Dataset records
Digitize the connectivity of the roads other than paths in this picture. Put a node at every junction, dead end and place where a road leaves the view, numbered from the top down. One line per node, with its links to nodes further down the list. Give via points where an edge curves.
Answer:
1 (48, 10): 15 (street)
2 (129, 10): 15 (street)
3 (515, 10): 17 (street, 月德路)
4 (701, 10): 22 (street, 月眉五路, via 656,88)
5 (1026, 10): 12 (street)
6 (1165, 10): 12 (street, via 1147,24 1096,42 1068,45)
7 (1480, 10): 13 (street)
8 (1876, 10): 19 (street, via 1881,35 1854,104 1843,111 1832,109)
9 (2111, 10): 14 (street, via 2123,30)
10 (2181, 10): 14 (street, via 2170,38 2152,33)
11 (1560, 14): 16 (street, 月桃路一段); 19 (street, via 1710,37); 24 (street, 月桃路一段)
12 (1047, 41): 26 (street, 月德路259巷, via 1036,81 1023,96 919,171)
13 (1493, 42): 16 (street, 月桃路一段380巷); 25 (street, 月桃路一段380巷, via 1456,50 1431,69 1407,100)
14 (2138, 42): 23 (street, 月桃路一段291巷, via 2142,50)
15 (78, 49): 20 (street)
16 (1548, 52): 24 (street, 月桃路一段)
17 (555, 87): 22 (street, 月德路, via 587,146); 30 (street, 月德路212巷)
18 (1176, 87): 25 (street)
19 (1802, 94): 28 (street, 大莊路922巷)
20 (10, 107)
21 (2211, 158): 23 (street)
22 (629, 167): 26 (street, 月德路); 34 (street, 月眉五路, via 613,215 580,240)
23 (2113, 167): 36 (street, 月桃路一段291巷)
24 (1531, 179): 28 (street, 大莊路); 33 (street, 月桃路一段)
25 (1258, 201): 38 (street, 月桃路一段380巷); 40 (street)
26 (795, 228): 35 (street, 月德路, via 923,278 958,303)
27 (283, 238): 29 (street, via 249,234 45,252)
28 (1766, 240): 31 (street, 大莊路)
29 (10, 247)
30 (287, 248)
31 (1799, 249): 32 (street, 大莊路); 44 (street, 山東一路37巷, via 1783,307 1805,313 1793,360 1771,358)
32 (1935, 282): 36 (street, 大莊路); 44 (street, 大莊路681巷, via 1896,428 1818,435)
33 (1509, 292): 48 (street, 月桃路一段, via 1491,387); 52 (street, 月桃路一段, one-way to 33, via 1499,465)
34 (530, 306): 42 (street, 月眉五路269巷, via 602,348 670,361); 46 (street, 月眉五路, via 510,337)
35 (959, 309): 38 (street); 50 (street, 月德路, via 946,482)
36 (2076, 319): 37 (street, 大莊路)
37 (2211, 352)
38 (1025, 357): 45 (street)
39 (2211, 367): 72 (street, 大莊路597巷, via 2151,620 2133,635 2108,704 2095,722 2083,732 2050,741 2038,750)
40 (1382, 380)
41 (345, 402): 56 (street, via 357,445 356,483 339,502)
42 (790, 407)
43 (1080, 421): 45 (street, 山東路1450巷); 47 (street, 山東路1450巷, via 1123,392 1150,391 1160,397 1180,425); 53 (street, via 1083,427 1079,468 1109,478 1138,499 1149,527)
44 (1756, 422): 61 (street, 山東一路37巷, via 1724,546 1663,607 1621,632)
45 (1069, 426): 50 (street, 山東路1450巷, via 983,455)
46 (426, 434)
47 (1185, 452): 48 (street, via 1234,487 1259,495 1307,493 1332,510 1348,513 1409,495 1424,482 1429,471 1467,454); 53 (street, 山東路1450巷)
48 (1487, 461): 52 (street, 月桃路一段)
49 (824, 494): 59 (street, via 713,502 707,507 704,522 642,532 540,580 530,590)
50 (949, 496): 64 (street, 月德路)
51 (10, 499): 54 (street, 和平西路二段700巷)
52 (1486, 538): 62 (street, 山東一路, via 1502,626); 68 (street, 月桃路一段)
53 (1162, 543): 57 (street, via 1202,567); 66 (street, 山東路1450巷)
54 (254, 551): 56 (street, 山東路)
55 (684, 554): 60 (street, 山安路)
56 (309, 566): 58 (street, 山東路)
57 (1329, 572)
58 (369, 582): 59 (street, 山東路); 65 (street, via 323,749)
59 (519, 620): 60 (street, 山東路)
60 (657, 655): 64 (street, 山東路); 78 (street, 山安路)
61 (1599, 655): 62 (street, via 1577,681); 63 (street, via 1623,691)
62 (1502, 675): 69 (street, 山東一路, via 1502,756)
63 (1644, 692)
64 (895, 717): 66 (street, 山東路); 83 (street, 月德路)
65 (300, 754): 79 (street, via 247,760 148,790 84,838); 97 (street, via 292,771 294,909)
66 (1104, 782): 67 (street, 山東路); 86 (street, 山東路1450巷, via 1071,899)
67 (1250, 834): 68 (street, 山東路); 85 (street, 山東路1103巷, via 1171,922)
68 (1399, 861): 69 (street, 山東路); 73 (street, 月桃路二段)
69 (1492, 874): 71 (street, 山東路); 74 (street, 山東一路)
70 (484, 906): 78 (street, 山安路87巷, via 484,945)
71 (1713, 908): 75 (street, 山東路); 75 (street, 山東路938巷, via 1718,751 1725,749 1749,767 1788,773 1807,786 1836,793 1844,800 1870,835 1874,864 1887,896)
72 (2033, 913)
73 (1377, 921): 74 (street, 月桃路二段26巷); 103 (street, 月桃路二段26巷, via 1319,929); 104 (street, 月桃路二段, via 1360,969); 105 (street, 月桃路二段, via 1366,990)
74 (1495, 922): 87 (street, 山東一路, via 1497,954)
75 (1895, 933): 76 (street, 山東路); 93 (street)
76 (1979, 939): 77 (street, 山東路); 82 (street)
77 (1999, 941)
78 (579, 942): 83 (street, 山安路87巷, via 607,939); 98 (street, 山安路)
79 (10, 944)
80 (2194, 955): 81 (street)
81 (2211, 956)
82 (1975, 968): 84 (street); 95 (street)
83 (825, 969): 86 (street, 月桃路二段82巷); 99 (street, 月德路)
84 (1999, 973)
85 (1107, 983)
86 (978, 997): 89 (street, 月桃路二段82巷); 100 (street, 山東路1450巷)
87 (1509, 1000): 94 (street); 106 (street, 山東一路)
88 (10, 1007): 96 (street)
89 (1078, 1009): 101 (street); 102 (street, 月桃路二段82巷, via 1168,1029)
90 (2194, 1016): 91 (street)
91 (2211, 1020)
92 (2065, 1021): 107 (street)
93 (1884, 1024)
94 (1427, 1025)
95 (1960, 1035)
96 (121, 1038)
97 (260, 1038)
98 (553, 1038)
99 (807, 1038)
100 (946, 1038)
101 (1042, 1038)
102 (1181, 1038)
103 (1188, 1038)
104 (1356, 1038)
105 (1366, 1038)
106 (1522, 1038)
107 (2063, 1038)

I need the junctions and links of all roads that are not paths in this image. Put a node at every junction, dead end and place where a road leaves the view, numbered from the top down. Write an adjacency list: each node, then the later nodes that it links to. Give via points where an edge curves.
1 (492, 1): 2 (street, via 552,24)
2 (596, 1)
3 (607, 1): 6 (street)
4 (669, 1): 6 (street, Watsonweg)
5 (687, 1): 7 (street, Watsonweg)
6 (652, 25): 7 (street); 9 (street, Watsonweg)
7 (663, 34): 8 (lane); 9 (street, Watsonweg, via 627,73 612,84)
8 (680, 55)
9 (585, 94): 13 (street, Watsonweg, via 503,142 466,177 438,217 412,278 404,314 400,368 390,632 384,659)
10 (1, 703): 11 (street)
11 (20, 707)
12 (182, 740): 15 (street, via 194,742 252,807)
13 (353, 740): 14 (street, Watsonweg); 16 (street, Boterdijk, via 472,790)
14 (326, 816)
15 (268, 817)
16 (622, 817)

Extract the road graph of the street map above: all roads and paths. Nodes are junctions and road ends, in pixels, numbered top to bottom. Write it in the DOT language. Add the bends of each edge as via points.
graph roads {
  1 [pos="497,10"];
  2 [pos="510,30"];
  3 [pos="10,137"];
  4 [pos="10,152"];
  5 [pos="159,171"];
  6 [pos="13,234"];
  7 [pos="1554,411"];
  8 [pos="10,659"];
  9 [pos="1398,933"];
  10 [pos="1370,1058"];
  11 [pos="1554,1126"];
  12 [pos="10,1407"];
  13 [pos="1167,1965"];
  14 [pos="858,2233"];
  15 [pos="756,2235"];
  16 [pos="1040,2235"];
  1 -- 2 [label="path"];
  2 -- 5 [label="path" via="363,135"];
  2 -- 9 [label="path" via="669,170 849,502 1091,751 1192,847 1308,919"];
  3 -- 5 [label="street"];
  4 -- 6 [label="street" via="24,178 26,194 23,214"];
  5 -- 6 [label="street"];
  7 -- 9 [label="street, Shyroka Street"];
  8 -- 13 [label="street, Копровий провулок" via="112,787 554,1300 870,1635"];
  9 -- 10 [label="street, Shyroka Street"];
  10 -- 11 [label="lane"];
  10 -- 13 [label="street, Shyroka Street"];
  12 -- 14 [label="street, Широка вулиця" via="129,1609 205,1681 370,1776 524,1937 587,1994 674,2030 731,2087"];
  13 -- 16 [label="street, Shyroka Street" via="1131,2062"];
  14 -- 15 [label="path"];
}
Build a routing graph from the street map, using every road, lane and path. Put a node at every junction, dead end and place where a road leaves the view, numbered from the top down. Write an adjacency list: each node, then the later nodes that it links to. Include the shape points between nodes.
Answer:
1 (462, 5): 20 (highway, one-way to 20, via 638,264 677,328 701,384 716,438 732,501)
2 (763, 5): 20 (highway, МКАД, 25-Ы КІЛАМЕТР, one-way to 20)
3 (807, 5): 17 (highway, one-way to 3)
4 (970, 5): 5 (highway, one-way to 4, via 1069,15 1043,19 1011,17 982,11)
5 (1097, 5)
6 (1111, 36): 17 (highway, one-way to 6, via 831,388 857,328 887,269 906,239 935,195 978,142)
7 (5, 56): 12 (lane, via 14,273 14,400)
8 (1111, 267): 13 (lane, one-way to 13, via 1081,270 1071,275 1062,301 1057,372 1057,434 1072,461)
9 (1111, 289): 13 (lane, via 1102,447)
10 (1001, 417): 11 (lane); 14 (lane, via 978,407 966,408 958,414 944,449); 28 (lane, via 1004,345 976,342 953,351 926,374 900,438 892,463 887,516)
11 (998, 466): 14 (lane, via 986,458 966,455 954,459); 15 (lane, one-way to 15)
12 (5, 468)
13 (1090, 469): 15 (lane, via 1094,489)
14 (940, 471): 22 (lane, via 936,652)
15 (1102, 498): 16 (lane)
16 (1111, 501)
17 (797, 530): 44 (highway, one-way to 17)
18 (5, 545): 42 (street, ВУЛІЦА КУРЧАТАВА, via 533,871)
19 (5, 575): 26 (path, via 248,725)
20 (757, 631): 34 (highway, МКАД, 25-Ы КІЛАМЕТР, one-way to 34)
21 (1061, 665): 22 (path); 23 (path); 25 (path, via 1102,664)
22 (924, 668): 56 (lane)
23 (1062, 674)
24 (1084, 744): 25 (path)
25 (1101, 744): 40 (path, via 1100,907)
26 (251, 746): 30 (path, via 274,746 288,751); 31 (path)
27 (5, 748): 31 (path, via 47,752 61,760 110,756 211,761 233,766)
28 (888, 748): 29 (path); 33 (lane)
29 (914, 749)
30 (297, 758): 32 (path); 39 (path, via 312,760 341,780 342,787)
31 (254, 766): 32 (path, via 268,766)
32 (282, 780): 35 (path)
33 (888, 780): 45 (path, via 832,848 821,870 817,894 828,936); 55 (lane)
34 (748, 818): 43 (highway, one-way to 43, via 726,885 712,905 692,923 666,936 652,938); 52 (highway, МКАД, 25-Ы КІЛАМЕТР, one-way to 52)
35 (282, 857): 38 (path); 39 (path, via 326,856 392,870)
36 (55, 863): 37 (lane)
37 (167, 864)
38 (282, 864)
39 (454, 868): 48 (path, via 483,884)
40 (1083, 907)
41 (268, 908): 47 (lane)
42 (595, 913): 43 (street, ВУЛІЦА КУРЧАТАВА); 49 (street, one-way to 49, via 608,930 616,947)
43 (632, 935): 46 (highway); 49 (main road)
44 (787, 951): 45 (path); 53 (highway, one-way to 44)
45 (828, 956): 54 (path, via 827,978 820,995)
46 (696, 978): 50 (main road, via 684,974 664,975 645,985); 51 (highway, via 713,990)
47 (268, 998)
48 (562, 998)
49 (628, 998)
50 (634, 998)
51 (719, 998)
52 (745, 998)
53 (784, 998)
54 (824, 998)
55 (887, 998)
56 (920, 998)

Problem statement
Where a line above contains the word "ВУЛІЦА", show that line.

Answer box
18 (5, 545): 42 (street, ВУЛІЦА КУРЧАТАВА, via 533,871)
42 (595, 913): 43 (street, ВУЛІЦА КУРЧАТАВА); 49 (street, one-way to 49, via 608,930 616,947)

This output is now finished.